§ **WHAT IS NEEDED**: For each line of the listing below that contains the string "Kyffin", copy the line.

[SUPPLIED INFORMATION]

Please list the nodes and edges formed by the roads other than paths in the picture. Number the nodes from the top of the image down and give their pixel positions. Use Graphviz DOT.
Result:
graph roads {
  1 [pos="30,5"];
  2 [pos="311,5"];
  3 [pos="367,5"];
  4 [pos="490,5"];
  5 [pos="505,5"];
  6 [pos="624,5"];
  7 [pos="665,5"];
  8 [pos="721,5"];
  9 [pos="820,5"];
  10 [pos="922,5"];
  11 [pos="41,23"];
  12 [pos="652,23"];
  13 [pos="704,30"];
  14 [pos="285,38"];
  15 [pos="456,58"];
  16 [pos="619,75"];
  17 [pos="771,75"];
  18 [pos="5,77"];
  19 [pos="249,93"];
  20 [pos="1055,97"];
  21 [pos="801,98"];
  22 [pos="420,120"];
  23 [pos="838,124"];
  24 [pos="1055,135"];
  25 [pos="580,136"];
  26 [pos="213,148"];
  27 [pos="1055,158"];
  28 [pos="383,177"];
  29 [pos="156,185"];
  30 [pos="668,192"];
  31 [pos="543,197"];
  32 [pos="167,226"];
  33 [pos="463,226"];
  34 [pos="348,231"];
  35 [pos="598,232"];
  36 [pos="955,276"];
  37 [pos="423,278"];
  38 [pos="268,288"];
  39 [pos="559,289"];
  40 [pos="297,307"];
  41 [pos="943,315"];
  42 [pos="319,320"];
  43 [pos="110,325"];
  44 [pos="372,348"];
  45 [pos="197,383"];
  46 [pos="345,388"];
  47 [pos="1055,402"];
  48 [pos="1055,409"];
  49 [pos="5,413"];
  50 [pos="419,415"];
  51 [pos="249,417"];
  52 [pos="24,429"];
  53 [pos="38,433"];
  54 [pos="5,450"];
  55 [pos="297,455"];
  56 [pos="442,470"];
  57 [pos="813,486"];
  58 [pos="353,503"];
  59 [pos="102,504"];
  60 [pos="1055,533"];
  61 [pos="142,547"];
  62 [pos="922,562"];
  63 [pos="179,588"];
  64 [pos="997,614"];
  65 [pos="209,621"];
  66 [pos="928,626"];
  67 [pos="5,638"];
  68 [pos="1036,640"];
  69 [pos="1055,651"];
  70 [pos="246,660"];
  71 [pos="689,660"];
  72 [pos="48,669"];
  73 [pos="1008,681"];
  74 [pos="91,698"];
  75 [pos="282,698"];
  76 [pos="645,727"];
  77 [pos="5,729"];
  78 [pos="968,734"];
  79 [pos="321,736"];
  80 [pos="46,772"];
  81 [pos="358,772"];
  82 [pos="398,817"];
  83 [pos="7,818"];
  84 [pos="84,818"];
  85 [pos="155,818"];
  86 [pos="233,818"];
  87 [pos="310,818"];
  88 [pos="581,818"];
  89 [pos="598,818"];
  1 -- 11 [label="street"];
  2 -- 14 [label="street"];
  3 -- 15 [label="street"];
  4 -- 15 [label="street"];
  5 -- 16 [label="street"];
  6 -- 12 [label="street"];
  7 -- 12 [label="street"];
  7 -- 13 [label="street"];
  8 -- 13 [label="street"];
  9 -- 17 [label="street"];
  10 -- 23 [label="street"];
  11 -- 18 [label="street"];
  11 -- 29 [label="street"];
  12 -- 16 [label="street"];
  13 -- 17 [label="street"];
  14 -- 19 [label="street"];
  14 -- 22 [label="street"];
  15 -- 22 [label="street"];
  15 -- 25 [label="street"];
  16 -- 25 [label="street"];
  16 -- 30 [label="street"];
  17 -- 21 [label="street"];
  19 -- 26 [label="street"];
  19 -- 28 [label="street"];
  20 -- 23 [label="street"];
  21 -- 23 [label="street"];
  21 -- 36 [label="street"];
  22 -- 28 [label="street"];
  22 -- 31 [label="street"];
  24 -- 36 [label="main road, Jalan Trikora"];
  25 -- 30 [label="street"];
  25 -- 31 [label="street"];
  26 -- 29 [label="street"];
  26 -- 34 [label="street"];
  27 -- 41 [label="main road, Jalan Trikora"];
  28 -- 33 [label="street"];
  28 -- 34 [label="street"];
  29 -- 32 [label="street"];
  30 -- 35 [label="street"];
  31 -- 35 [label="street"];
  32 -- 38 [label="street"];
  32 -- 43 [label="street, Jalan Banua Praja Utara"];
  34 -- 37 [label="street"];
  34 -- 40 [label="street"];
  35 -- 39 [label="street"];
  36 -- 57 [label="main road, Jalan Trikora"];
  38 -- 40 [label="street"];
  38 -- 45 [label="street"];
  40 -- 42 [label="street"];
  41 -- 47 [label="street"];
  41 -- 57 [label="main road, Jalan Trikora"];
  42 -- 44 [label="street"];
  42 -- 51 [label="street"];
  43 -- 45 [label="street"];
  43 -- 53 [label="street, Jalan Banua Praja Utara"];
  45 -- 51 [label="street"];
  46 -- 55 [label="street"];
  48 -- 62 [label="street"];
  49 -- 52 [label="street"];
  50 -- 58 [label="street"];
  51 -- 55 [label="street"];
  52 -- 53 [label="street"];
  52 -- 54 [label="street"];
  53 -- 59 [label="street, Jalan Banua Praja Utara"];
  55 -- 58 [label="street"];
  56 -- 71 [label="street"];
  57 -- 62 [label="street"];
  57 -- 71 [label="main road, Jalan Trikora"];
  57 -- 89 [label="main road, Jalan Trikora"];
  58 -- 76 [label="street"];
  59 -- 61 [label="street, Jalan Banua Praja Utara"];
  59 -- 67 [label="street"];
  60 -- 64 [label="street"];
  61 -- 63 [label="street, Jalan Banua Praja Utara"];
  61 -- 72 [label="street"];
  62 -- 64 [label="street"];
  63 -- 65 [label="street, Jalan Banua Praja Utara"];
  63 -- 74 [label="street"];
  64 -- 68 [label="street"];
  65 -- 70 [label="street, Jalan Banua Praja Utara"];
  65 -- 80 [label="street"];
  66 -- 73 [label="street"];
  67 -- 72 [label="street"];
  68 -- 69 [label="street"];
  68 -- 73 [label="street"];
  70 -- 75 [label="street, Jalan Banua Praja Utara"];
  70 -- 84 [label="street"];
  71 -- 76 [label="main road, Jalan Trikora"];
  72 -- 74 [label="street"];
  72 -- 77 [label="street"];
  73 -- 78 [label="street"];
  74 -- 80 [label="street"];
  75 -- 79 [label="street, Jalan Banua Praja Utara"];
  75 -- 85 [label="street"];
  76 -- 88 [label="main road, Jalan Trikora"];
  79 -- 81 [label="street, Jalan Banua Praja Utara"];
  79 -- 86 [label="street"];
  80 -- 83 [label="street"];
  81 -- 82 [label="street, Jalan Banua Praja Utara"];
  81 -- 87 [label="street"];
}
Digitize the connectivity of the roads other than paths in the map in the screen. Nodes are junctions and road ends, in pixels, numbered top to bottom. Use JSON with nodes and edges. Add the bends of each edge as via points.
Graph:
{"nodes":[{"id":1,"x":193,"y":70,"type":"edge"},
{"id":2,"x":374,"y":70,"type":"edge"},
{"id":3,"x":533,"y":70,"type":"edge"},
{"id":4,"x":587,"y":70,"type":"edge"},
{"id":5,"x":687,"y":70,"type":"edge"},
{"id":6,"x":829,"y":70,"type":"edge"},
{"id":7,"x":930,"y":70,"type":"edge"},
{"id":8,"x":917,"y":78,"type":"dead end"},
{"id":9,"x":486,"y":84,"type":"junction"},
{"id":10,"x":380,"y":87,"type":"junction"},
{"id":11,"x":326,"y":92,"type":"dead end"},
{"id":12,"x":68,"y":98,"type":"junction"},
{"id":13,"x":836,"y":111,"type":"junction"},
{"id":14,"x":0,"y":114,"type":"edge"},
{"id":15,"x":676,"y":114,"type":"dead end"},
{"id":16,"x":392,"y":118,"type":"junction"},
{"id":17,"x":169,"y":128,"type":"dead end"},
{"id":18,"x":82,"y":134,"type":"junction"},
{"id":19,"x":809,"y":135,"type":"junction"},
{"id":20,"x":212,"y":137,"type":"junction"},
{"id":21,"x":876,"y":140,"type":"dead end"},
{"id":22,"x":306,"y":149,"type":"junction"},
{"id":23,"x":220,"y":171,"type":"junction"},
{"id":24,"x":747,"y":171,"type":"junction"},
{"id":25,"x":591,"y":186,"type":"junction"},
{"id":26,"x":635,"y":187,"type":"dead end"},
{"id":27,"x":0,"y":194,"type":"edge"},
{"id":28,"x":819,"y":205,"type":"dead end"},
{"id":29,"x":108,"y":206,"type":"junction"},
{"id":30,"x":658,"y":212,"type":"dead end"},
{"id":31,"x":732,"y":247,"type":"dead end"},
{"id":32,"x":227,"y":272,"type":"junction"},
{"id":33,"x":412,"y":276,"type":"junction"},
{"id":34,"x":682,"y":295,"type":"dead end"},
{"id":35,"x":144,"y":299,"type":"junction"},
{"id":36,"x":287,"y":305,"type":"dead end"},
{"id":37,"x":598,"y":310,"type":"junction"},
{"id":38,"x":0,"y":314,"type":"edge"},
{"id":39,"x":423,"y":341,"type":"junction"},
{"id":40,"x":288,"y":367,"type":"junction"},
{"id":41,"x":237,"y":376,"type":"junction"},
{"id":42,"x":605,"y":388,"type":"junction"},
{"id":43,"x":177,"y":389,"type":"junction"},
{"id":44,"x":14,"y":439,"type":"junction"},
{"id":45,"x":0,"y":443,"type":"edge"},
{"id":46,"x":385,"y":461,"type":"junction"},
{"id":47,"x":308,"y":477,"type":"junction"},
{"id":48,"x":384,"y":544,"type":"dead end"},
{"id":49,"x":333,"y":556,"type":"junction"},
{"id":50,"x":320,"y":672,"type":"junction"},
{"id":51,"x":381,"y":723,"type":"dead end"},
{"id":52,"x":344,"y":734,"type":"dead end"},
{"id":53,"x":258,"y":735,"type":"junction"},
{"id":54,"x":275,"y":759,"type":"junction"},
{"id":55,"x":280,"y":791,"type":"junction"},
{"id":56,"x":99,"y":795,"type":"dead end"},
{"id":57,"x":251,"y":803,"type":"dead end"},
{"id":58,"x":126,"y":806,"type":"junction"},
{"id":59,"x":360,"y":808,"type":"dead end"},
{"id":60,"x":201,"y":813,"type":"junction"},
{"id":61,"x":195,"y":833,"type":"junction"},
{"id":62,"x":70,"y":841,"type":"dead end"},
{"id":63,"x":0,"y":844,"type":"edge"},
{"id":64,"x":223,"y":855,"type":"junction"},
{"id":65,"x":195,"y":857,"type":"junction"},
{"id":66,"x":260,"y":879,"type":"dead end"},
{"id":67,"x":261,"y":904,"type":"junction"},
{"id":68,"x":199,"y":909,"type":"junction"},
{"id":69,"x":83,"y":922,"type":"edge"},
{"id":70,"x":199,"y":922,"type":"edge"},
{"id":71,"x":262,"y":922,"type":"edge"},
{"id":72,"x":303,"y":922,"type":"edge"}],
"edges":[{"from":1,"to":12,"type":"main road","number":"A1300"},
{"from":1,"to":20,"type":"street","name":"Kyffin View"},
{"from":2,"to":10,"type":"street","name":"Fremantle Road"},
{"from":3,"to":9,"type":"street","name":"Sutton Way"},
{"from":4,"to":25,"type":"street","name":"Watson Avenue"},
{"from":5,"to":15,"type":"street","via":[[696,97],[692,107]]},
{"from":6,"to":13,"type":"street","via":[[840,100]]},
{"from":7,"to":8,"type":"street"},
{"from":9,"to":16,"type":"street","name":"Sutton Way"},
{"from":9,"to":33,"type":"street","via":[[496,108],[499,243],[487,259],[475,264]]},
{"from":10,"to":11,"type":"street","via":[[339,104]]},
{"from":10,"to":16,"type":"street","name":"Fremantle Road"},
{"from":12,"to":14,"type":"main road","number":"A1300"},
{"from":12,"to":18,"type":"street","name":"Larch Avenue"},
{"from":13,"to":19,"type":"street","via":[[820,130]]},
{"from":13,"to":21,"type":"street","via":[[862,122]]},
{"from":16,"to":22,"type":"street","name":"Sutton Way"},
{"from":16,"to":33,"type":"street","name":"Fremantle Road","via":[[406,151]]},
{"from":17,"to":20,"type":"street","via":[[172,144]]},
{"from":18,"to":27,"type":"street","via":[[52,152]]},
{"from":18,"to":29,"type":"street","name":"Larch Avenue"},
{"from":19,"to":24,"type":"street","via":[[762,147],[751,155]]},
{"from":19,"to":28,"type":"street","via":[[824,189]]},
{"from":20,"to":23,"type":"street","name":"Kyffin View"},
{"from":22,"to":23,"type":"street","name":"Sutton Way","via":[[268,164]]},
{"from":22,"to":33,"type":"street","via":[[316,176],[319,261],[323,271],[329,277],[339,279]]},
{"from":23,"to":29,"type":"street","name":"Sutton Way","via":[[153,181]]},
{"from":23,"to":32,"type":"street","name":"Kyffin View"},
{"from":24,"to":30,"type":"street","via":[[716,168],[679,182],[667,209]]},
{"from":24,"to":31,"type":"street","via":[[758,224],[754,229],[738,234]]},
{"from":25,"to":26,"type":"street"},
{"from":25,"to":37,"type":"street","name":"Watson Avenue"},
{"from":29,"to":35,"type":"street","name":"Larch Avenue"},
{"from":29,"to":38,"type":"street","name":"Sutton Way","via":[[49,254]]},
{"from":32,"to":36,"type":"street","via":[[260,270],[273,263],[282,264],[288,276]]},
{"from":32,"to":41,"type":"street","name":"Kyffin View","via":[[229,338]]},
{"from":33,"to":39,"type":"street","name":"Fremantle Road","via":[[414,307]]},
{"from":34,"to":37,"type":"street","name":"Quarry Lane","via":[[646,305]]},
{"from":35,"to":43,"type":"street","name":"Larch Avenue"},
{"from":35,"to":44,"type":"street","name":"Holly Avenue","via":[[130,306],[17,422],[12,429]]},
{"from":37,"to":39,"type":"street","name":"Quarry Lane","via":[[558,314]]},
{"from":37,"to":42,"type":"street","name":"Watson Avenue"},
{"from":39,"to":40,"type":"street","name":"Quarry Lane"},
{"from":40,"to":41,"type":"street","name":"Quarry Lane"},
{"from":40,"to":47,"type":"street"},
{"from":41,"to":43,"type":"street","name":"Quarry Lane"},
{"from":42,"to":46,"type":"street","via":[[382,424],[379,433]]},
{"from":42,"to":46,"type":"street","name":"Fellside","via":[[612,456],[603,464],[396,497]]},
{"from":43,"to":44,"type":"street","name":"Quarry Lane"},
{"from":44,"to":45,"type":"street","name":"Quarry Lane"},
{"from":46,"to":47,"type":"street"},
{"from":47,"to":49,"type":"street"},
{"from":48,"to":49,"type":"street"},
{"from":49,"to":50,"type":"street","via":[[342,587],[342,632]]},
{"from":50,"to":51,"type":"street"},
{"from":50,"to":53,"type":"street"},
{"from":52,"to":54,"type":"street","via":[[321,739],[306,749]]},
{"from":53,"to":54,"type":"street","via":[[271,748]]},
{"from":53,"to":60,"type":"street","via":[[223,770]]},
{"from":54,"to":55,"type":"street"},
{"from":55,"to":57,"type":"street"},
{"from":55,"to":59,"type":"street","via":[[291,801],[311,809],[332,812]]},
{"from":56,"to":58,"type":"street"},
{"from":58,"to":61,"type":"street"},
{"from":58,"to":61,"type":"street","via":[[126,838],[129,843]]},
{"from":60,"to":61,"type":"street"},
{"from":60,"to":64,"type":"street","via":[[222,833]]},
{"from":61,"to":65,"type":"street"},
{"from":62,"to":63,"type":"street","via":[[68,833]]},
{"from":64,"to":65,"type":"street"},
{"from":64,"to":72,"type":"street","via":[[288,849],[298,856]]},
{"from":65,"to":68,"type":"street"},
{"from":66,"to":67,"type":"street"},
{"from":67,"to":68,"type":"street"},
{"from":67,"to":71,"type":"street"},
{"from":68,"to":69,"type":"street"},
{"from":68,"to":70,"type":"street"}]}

[/SUPPLIED INFORMATION]

§ **SOLUTION FOR THIS TASK**:
{"from":1,"to":20,"type":"street","name":"Kyffin View"},
{"from":20,"to":23,"type":"street","name":"Kyffin View"},
{"from":23,"to":32,"type":"street","name":"Kyffin View"},
{"from":32,"to":41,"type":"street","name":"Kyffin View","via":[[229,338]]},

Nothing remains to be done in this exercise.